Sadeque Farig, Xu Dongfang, Bethard Steven
School of Information, University of Arizona, 1103 E 2nd St, Tucson, AZ 85721.
CEUR Workshop Proc. 2017 Sep;1866. Epub 2017 Jul 13.
The 2017 CLEF eRisk pilot task focuses on automatically detecting depression as early as possible from a users' posts to Reddit. In this paper we present the techniques employed for the University of Arizona team's participation in this early risk detection shared task. We leveraged external information beyond the small training set, including a preexisting depression lexicon and concepts from the Unified Medical Language System as features. For prediction, we used both sequential (recurrent neural network) and non-sequential (support vector machine) models.
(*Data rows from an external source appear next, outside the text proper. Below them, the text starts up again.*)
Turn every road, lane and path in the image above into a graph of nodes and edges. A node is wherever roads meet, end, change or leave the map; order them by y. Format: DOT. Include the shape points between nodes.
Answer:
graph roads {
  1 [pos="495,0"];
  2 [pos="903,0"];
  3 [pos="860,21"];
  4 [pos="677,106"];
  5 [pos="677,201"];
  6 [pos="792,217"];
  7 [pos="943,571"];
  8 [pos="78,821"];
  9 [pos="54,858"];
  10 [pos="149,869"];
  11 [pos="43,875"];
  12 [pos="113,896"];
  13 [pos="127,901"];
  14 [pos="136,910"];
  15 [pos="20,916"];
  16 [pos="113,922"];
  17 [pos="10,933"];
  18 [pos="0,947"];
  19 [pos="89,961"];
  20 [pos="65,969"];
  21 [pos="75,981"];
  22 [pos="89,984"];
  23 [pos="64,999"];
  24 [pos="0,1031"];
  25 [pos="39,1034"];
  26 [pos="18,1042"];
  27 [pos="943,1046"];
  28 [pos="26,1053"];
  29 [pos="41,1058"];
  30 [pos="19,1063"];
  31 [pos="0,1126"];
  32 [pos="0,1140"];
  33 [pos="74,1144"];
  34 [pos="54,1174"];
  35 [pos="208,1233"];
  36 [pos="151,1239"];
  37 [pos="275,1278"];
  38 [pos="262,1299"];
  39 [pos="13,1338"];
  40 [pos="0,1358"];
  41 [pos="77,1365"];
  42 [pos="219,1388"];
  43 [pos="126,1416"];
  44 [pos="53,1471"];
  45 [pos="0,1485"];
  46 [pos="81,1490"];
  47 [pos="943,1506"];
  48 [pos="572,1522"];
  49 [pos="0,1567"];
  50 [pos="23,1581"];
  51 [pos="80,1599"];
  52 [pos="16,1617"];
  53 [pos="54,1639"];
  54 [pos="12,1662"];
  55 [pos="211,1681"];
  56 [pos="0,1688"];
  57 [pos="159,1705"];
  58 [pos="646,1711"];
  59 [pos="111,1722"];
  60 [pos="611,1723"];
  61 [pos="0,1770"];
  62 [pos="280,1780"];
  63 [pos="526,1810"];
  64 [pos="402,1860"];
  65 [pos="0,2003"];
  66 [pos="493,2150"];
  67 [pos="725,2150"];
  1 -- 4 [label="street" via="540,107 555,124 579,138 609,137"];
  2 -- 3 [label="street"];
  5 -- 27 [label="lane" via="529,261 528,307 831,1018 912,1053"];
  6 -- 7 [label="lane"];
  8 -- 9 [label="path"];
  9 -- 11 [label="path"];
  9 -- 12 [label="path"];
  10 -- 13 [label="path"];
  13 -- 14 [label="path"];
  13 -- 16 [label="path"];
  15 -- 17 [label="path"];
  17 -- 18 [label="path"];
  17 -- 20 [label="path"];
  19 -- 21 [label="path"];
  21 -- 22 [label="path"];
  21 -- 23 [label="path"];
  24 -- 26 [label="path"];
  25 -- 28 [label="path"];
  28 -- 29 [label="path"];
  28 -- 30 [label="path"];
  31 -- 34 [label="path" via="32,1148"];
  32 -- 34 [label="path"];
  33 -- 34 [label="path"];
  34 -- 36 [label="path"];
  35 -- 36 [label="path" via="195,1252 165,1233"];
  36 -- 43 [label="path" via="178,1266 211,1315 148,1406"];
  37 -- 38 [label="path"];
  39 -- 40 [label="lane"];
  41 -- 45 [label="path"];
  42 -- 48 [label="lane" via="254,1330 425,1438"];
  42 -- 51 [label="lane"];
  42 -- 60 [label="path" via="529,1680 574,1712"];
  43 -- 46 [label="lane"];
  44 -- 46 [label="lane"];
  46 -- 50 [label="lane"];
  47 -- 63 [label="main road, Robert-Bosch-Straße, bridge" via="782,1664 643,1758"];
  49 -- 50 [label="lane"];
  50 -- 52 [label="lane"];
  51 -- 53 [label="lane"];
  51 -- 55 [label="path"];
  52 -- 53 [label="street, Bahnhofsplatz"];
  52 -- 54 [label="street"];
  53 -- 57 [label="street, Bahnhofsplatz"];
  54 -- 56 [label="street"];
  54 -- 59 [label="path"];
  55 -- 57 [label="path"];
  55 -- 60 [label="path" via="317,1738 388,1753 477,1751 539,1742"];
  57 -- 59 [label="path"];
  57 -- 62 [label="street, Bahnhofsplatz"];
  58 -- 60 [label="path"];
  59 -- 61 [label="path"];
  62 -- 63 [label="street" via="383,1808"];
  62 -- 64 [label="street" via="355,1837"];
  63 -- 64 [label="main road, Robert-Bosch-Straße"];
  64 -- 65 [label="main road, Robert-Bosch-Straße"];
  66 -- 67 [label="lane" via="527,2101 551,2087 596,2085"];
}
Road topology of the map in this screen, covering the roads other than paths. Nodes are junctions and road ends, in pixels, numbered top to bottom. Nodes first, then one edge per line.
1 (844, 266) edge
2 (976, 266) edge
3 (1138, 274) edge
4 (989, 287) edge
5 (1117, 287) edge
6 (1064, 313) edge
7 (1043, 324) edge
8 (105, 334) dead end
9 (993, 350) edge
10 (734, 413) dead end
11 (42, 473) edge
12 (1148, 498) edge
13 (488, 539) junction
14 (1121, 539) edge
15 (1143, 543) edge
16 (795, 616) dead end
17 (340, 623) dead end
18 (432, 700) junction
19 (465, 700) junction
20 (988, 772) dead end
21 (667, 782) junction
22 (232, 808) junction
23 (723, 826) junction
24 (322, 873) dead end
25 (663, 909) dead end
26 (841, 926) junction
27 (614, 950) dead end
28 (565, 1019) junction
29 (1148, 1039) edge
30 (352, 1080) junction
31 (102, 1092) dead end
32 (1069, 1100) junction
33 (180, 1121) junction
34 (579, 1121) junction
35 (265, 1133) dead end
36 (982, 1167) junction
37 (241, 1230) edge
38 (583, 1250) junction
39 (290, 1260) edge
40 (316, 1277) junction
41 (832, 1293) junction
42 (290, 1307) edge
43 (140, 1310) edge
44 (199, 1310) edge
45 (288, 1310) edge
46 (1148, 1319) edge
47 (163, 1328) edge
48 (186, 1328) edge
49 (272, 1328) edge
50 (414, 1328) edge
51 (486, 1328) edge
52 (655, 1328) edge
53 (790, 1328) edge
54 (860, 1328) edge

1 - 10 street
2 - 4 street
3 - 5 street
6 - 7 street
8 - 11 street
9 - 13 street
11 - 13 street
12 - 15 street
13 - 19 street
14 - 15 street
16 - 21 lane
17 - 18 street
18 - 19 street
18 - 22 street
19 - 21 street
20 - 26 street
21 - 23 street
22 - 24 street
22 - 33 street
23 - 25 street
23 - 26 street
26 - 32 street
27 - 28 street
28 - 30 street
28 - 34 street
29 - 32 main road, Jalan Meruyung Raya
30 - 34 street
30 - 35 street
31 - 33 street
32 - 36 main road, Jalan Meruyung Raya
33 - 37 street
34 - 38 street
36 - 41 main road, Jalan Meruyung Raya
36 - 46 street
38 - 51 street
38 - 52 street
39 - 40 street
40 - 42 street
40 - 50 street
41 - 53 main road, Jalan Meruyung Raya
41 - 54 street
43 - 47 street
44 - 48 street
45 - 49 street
Our models perform decently on the test data, and the recurrent neural models perform better than the non-sequential support vector machines while using the same feature sets.
2017年的CLEF eRisk试点任务聚焦于尽早从用户在Reddit上发布的帖子中自动检测抑郁症。在本文中,我们展示了亚利桑那大学团队参与这项早期风险检测共享任务所采用的技术。我们利用了小训练集之外的外部信息,包括一个已有的抑郁症词汇表和统一医学语言系统中的概念作为特征。对于预测,我们使用了序列模型(循环神经网络)和非序列模型(支持向量机)。我们的模型在测试数据上表现良好,并且在使用相同特征集的情况下,循环神经模型比非序列支持向量机表现得更好。